INFORMATION GIVEN START
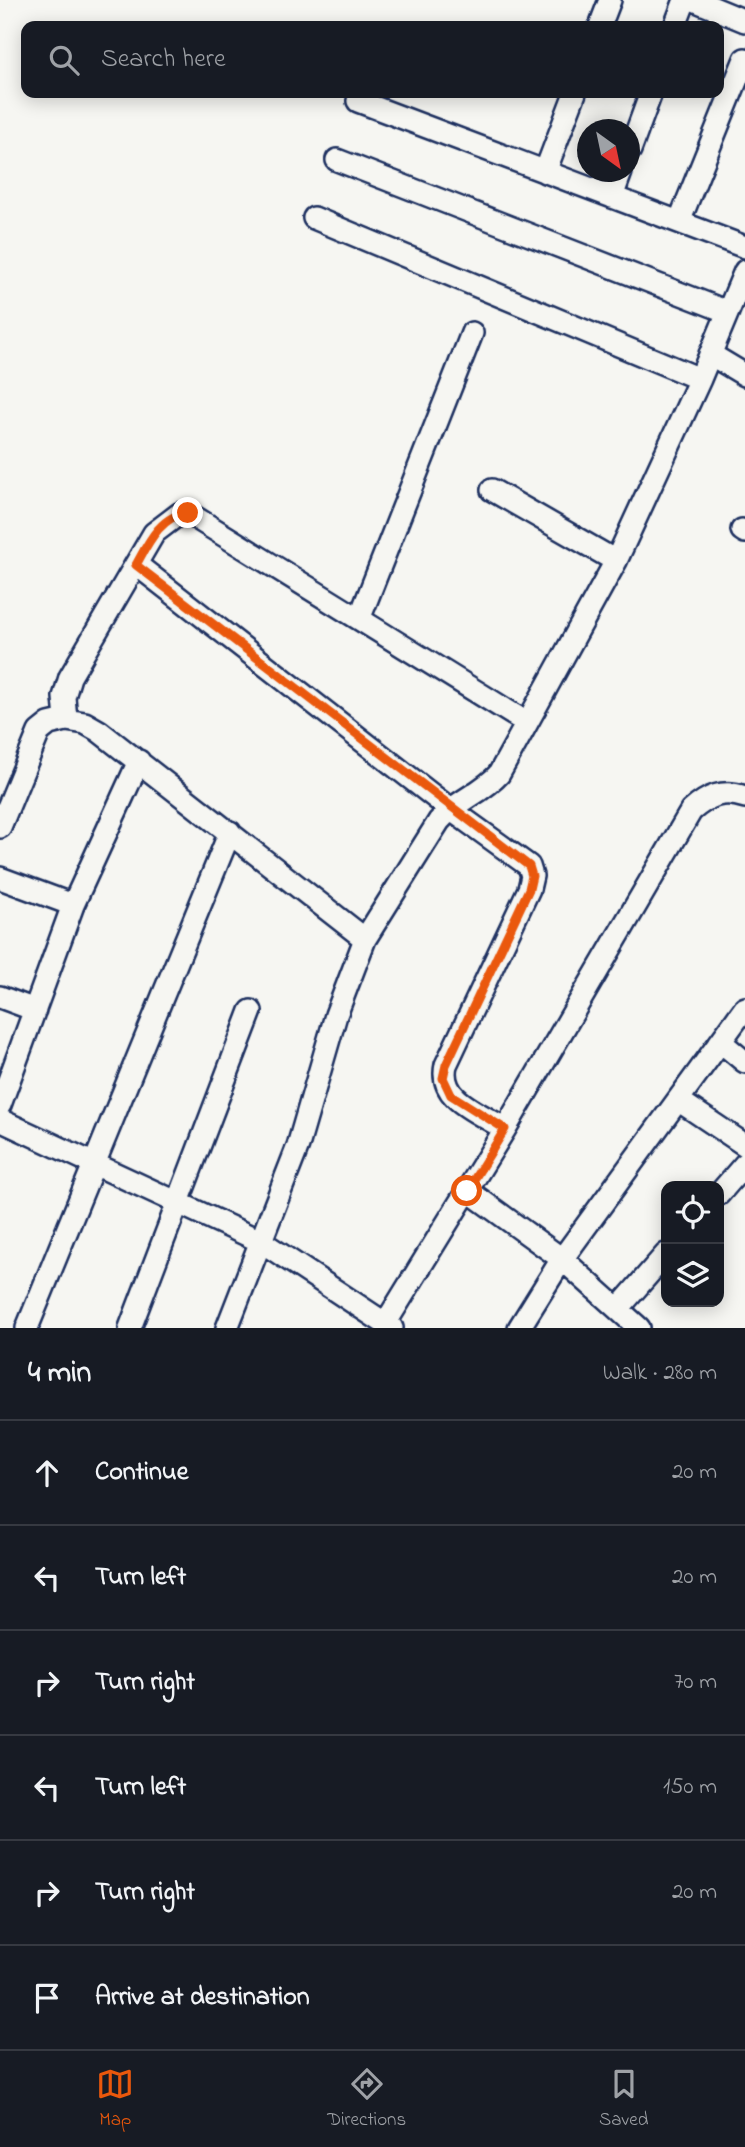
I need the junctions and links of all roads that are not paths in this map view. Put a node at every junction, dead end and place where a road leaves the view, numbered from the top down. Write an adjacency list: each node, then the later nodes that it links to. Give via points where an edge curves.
1 (610, 0): 4 (street)
2 (685, 0): 5 (street)
3 (695, 0): 6 (street)
4 (602, 21)
5 (677, 21)
6 (745, 21)
7 (745, 59): 17 (street)
8 (573, 98): 13 (street)
9 (648, 98): 11 (street)
10 (358, 101): 13 (street)
11 (640, 120)
12 (337, 160): 20 (street)
13 (545, 172): 15 (street)
14 (617, 182): 15 (street)
15 (612, 197): 17 (street)
16 (314, 218): 24 (street)
17 (678, 222): 18 (street)
18 (745, 247)
19 (745, 271): 20 (street)
20 (728, 312): 22 (street)
21 (472, 333): 28 (street)
22 (710, 354): 23 (street); 24 (street)
23 (745, 375)
24 (700, 379): 26 (street)
25 (492, 491): 26 (street)
26 (616, 561): 30 (street)
27 (136, 565): 28 (street, via 154,533 179,514 188,513); 29 (street, via 70,677 64,697); 33 (street)
28 (360, 617): 30 (street)
29 (66, 720): 31 (street, via 85,723); 34 (street, via 39,732)
30 (527, 723): 33 (street, via 499,774)
31 (139, 761): 35 (street); 37 (street)
32 (745, 797): 48 (street, via 720,793 691,810)
33 (450, 809): 38 (street, via 428,836); 48 (street, via 522,858 532,876 443,1078 451,1095)
34 (0, 827)
35 (230, 832): 38 (street); 50 (street)
36 (0, 878): 37 (street)
37 (73, 905): 41 (street)
38 (365, 939): 55 (street)
39 (0, 997): 41 (street)
40 (745, 1008): 43 (street)
41 (35, 1010): 46 (street)
42 (251, 1011): 54 (street)
43 (720, 1042): 44 (street); 45 (street)
44 (745, 1062)
45 (678, 1100): 49 (street); 56 (street)
46 (0, 1105)
47 (0, 1120): 50 (street)
48 (505, 1129): 53 (street)
49 (745, 1145)
50 (95, 1163): 54 (street); 60 (street)
51 (745, 1164): 52 (street)
52 (724, 1188)
53 (467, 1191): 56 (street); 59 (street)
54 (180, 1203): 55 (street); 61 (street)
55 (262, 1242): 59 (street); 62 (street)
56 (562, 1259): 58 (street); 63 (street)
57 (661, 1260): 58 (street)
58 (618, 1309): 64 (street)
59 (389, 1326)
60 (27, 1328)
61 (130, 1328)
62 (228, 1328)
63 (519, 1328)
64 (639, 1328)

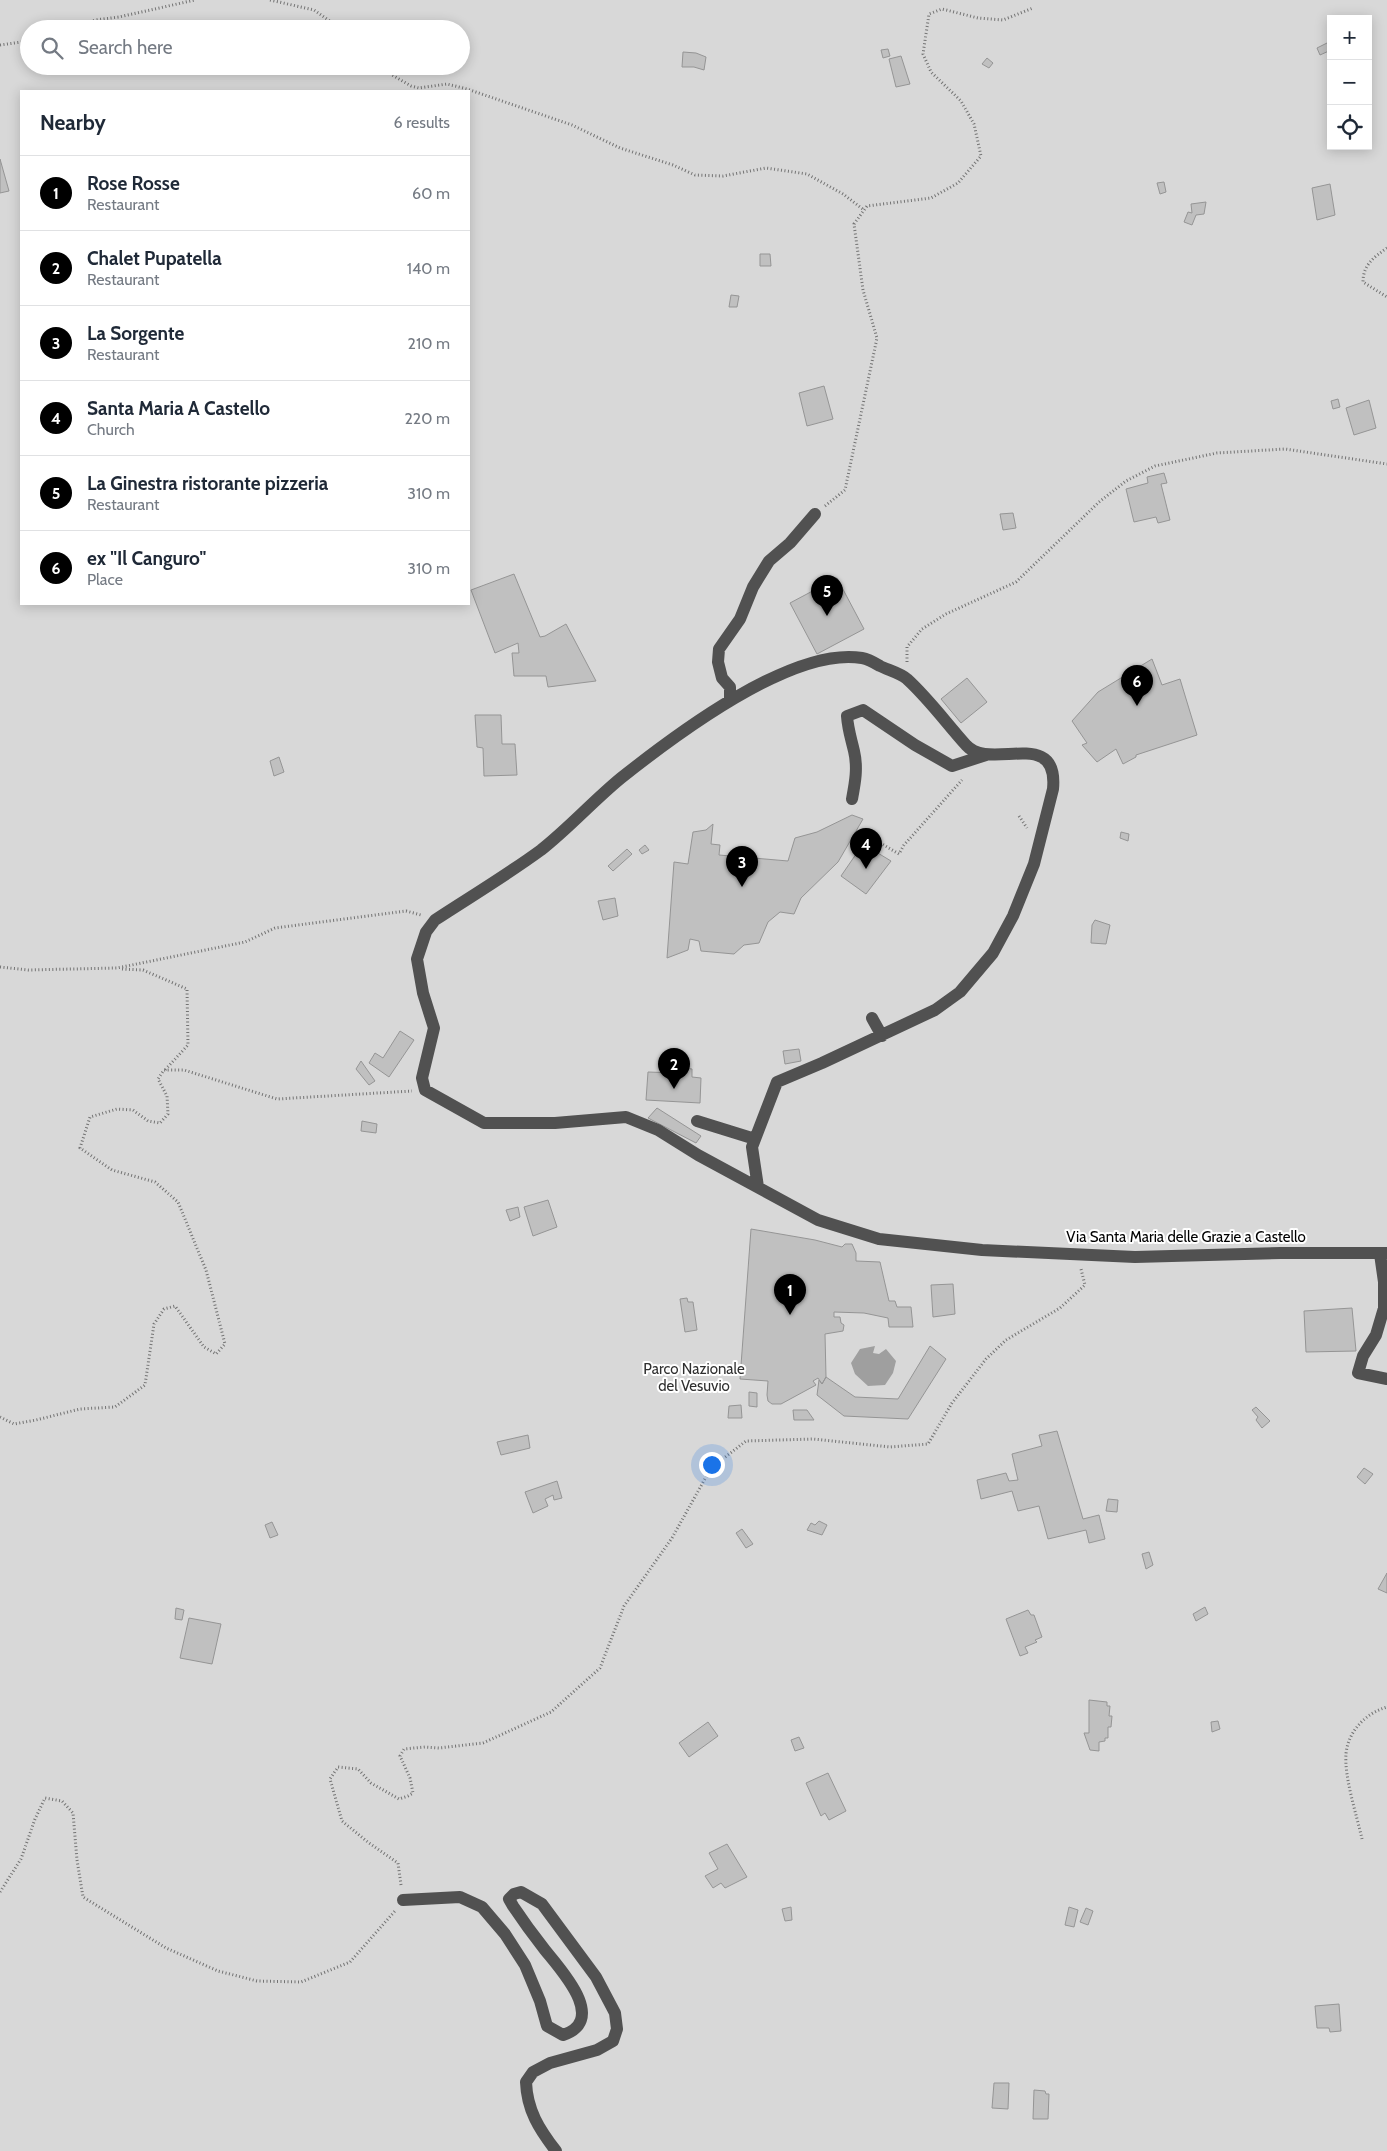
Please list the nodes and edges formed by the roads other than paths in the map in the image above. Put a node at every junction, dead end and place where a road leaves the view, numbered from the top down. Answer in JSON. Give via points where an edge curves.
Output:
{"nodes":[{"id":1,"x":815,"y":514,"type":"road end"},
{"id":2,"x":730,"y":701,"type":"junction"},
{"id":3,"x":986,"y":755,"type":"junction"},
{"id":4,"x":852,"y":799,"type":"dead end"},
{"id":5,"x":872,"y":1018,"type":"dead end"},
{"id":6,"x":882,"y":1036,"type":"junction"},
{"id":7,"x":698,"y":1122,"type":"dead end"},
{"id":8,"x":755,"y":1139,"type":"junction"},
{"id":9,"x":758,"y":1187,"type":"junction"},
{"id":10,"x":1384,"y":1253,"type":"edge"},
{"id":11,"x":1387,"y":1379,"type":"edge"},
{"id":12,"x":404,"y":1900,"type":"road end"},
{"id":13,"x":556,"y":2151,"type":"edge"}],
"edges":[{"from":1,"to":2,"type":"street","via":[[769,561],[740,619],[719,648],[718,662],[722,678],[730,687]]},
{"from":2,"to":3,"type":"street","via":[[785,672],[843,657],[864,658],[906,678],[968,748]]},
{"from":2,"to":9,"type":"street","name":"Via Santa Maria delle Grazie a Castello","via":[[620,779],[541,850],[436,920],[426,932],[416,959],[434,1028],[422,1078],[425,1090],[484,1123],[555,1123],[626,1117],[658,1130]]},
{"from":3,"to":4,"type":"street","via":[[952,766],[862,710],[847,716],[856,775]]},
{"from":3,"to":6,"type":"street","via":[[1034,754],[1047,762],[1052,770],[1053,789],[1034,864],[1013,916],[993,953],[960,992],[934,1010]]},
{"from":5,"to":6,"type":"street"},
{"from":6,"to":8,"type":"street","via":[[777,1082]]},
{"from":7,"to":8,"type":"street"},
{"from":8,"to":9,"type":"street","via":[[752,1147]]},
{"from":9,"to":10,"type":"street","name":"Via Santa Maria delle Grazie a Castello","via":[[818,1220],[879,1239],[982,1250],[1135,1257]]},
{"from":10,"to":11,"type":"street","via":[[1384,1308],[1376,1335],[1358,1373]]},
{"from":12,"to":13,"type":"street","via":[[460,1898],[482,1907],[525,1965],[547,2026],[563,2035],[580,2023],[578,1997],[570,1981],[509,1899],[522,1892],[542,1904],[596,1976],[615,2013],[617,2029],[613,2041],[597,2050],[550,2063],[533,2072],[526,2082],[530,2112]]}]}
INFORMATION GIVEN END
- THE PROBLEM -
Write out the records once more, exactly as they stand, with no images.

- EXERCISE RESPONSE -
I need the junctions and links of all roads that are not paths in this map view. Put a node at every junction, dead end and place where a road leaves the view, numbered from the top down. Write an adjacency list: each node, then the later nodes that it links to. Give via points where an edge curves.
1 (610, 0): 4 (street)
2 (685, 0): 5 (street)
3 (695, 0): 6 (street)
4 (602, 21)
5 (677, 21)
6 (745, 21)
7 (745, 59): 17 (street)
8 (573, 98): 13 (street)
9 (648, 98): 11 (street)
10 (358, 101): 13 (street)
11 (640, 120)
12 (337, 160): 20 (street)
13 (545, 172): 15 (street)
14 (617, 182): 15 (street)
15 (612, 197): 17 (street)
16 (314, 218): 24 (street)
17 (678, 222): 18 (street)
18 (745, 247)
19 (745, 271): 20 (street)
20 (728, 312): 22 (street)
21 (472, 333): 28 (street)
22 (710, 354): 23 (street); 24 (street)
23 (745, 375)
24 (700, 379): 26 (street)
25 (492, 491): 26 (street)
26 (616, 561): 30 (street)
27 (136, 565): 28 (street, via 154,533 179,514 188,513); 29 (street, via 70,677 64,697); 33 (street)
28 (360, 617): 30 (street)
29 (66, 720): 31 (street, via 85,723); 34 (street, via 39,732)
30 (527, 723): 33 (street, via 499,774)
31 (139, 761): 35 (street); 37 (street)
32 (745, 797): 48 (street, via 720,793 691,810)
33 (450, 809): 38 (street, via 428,836); 48 (street, via 522,858 532,876 443,1078 451,1095)
34 (0, 827)
35 (230, 832): 38 (street); 50 (street)
36 (0, 878): 37 (street)
37 (73, 905): 41 (street)
38 (365, 939): 55 (street)
39 (0, 997): 41 (street)
40 (745, 1008): 43 (street)
41 (35, 1010): 46 (street)
42 (251, 1011): 54 (street)
43 (720, 1042): 44 (street); 45 (street)
44 (745, 1062)
45 (678, 1100): 49 (street); 56 (street)
46 (0, 1105)
47 (0, 1120): 50 (street)
48 (505, 1129): 53 (street)
49 (745, 1145)
50 (95, 1163): 54 (street); 60 (street)
51 (745, 1164): 52 (street)
52 (724, 1188)
53 (467, 1191): 56 (street); 59 (street)
54 (180, 1203): 55 (street); 61 (street)
55 (262, 1242): 59 (street); 62 (street)
56 (562, 1259): 58 (street); 63 (street)
57 (661, 1260): 58 (street)
58 (618, 1309): 64 (street)
59 (389, 1326)
60 (27, 1328)
61 (130, 1328)
62 (228, 1328)
63 (519, 1328)
64 (639, 1328)

Please list the nodes and edges formed by the roads other than paths in the map in the image above. Put a node at every junction, dead end and place where a road leaves the view, numbered from the top down. Answer in JSON. Give via points where an edge curves.
Output:
{"nodes":[{"id":1,"x":815,"y":514,"type":"road end"},
{"id":2,"x":730,"y":701,"type":"junction"},
{"id":3,"x":986,"y":755,"type":"junction"},
{"id":4,"x":852,"y":799,"type":"dead end"},
{"id":5,"x":872,"y":1018,"type":"dead end"},
{"id":6,"x":882,"y":1036,"type":"junction"},
{"id":7,"x":698,"y":1122,"type":"dead end"},
{"id":8,"x":755,"y":1139,"type":"junction"},
{"id":9,"x":758,"y":1187,"type":"junction"},
{"id":10,"x":1384,"y":1253,"type":"edge"},
{"id":11,"x":1387,"y":1379,"type":"edge"},
{"id":12,"x":404,"y":1900,"type":"road end"},
{"id":13,"x":556,"y":2151,"type":"edge"}],
"edges":[{"from":1,"to":2,"type":"street","via":[[769,561],[740,619],[719,648],[718,662],[722,678],[730,687]]},
{"from":2,"to":3,"type":"street","via":[[785,672],[843,657],[864,658],[906,678],[968,748]]},
{"from":2,"to":9,"type":"street","name":"Via Santa Maria delle Grazie a Castello","via":[[620,779],[541,850],[436,920],[426,932],[416,959],[434,1028],[422,1078],[425,1090],[484,1123],[555,1123],[626,1117],[658,1130]]},
{"from":3,"to":4,"type":"street","via":[[952,766],[862,710],[847,716],[856,775]]},
{"from":3,"to":6,"type":"street","via":[[1034,754],[1047,762],[1052,770],[1053,789],[1034,864],[1013,916],[993,953],[960,992],[934,1010]]},
{"from":5,"to":6,"type":"street"},
{"from":6,"to":8,"type":"street","via":[[777,1082]]},
{"from":7,"to":8,"type":"street"},
{"from":8,"to":9,"type":"street","via":[[752,1147]]},
{"from":9,"to":10,"type":"street","name":"Via Santa Maria delle Grazie a Castello","via":[[818,1220],[879,1239],[982,1250],[1135,1257]]},
{"from":10,"to":11,"type":"street","via":[[1384,1308],[1376,1335],[1358,1373]]},
{"from":12,"to":13,"type":"street","via":[[460,1898],[482,1907],[525,1965],[547,2026],[563,2035],[580,2023],[578,1997],[570,1981],[509,1899],[522,1892],[542,1904],[596,1976],[615,2013],[617,2029],[613,2041],[597,2050],[550,2063],[533,2072],[526,2082],[530,2112]]}]}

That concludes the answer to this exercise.